Who determines – and how do we decide – the existence of things, what they mean and why they matter? How do we establish the meaning of the relationship we have with things and with one another? We know that an entire array of powerful influences try to capture our attention and guide our perception to favour a system of relationships based on interest, distrust, consumption and the exploitation of everything and everyone; a system in which we are more or less trapped.
However, artistic creation – a laboratory for gestures, forms and meanings, where everything and everyone is at play – is an opportunity to subvert their plan. The inherent ambiguity of art, its unsettling unproductiveness, and the fact that whoever experiences it can be as much an artist as the person who created it, enable art to facilitate a democratic response to the initial questions, provided of course that we mitigate the anxiety we feel when art meets meanings or explanations prescribed by all nature of experts. An encounter with art requires not wisdom but rather sensitivity and a willingness to expose oneself to something unknown and strange; it requires not prejudices and critical suspicion but rather generosity and participation. When we are willing to experience art through our memories, our desire and our imagination, it doesn’t matter so much what we say through art or about art but rather what it tells us about ourselves and about the world.
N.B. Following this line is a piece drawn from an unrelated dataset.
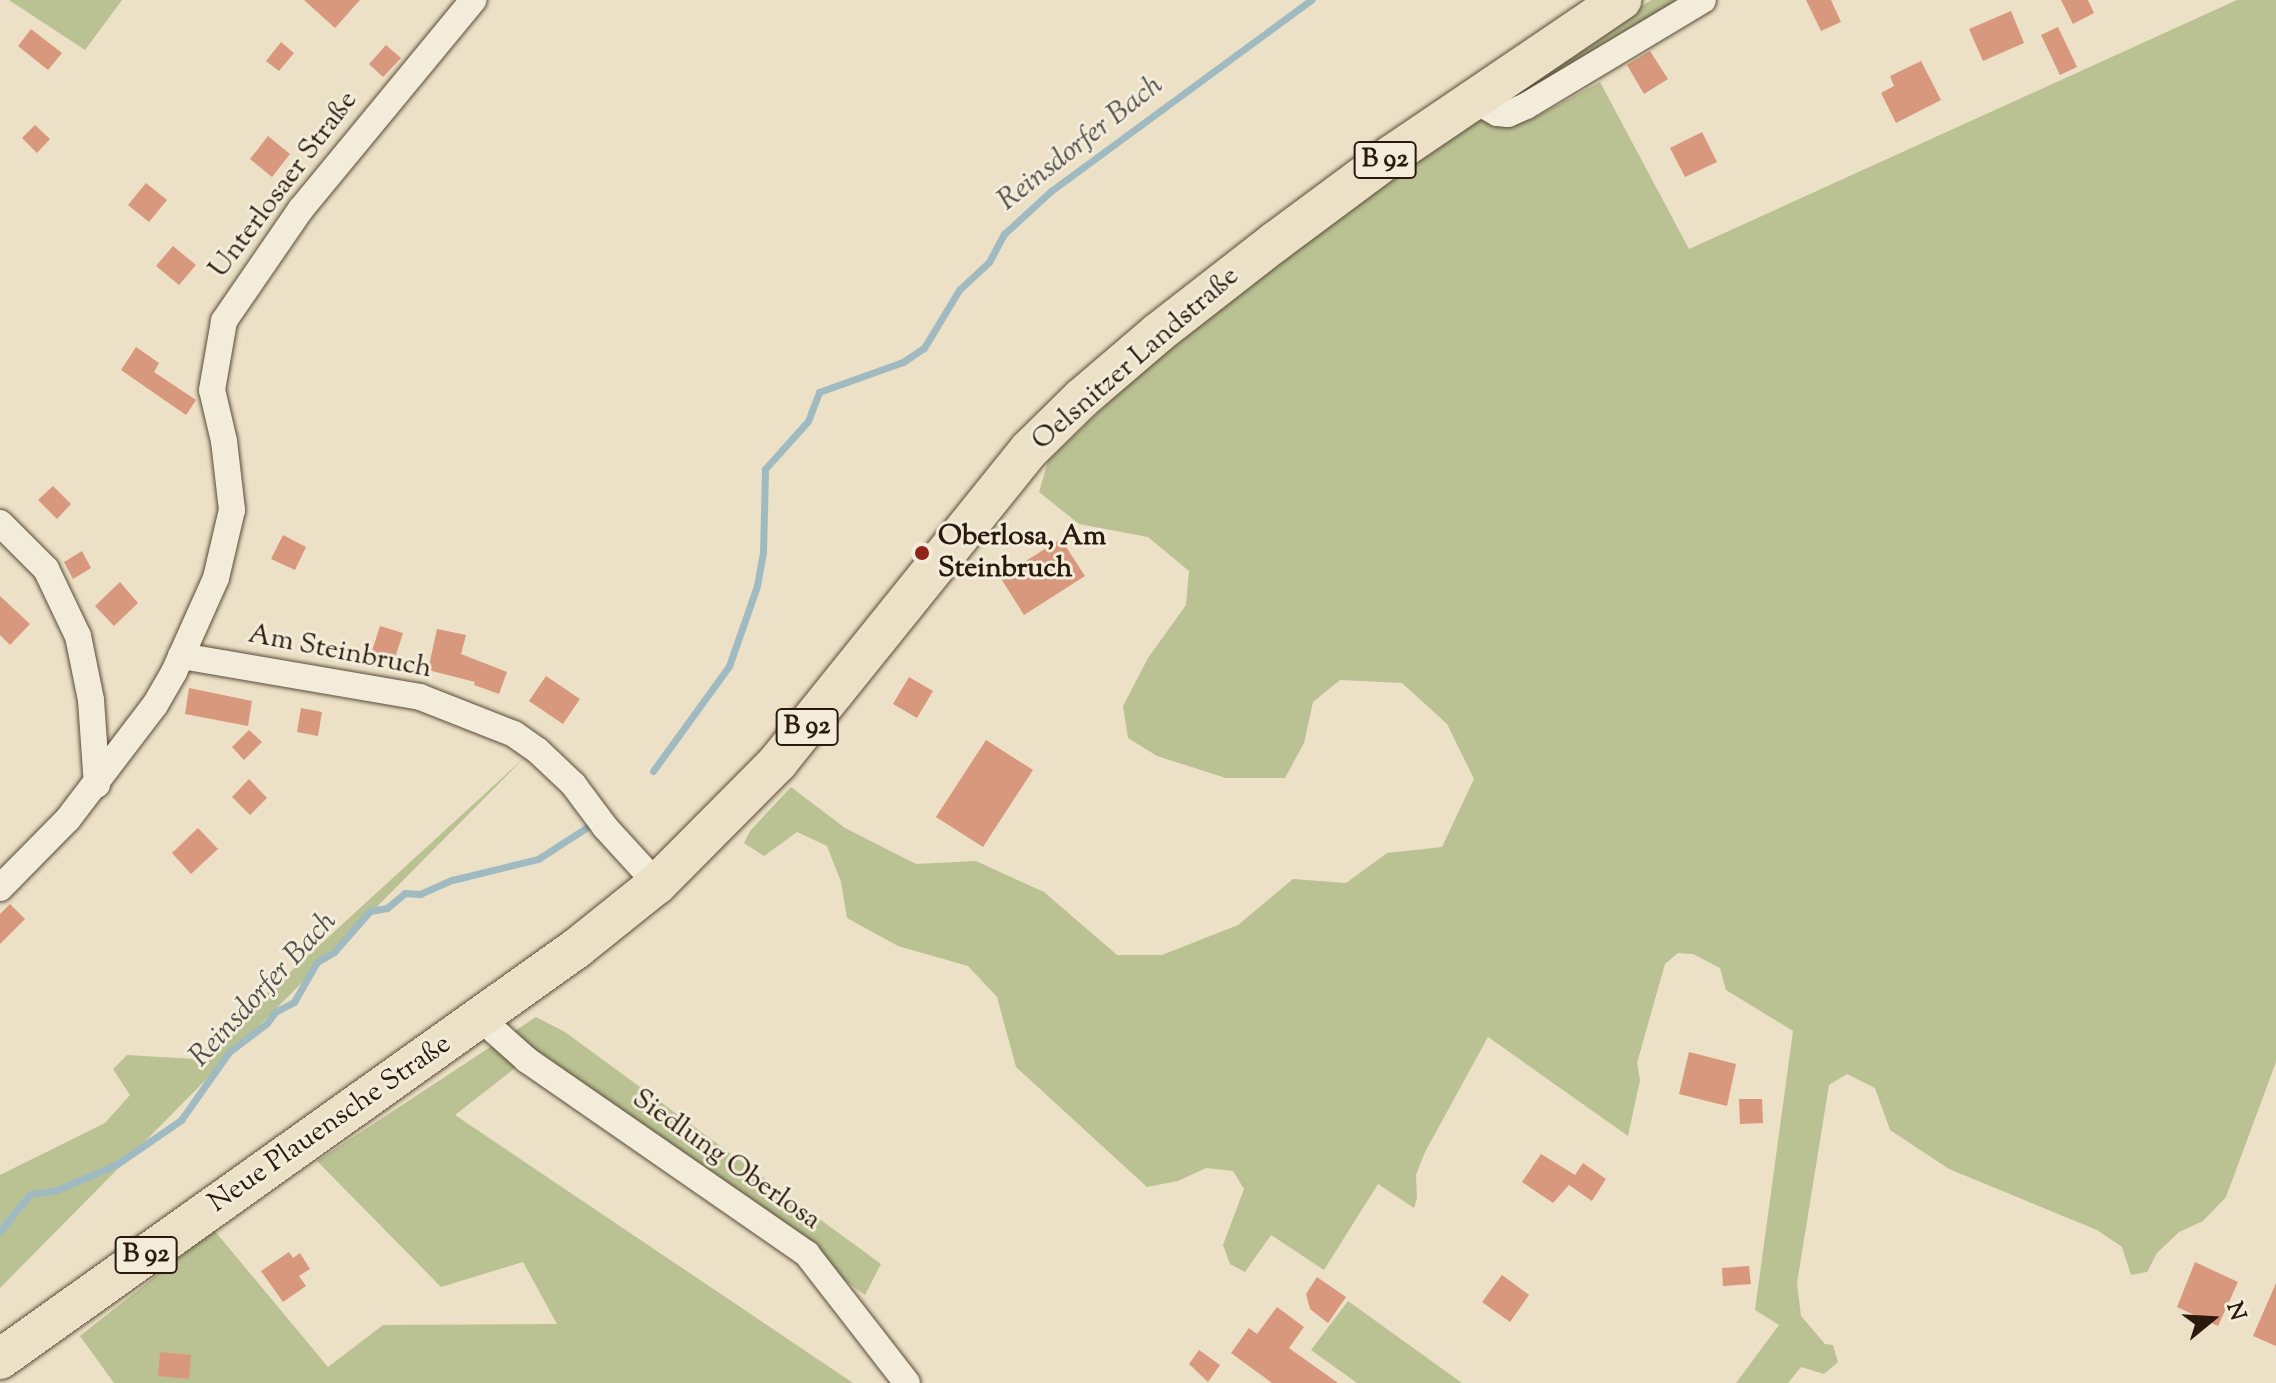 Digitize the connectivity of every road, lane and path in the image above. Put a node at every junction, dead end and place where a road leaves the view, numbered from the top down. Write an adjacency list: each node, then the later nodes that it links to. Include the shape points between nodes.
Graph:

If the perception and experience of art is a type of creation, can our attention also come together as a type of artwork, such that it can be shared? It is not easy, and it requires a lot of work, but there is nothing more urgent today than the need to develop a shared experience which is both liberated and liberating. Through careful listening, close conversation and profound attention that does not lead to individualistic isolation and confinement, it is possible to imagine other possibilities for things, for the world and for who we are, as well as the means for achieving them.
Who determines – and how do we decide – the existence of things, what they mean and why they matter? How do we establish the meaning of the relationship we have with things and with one another?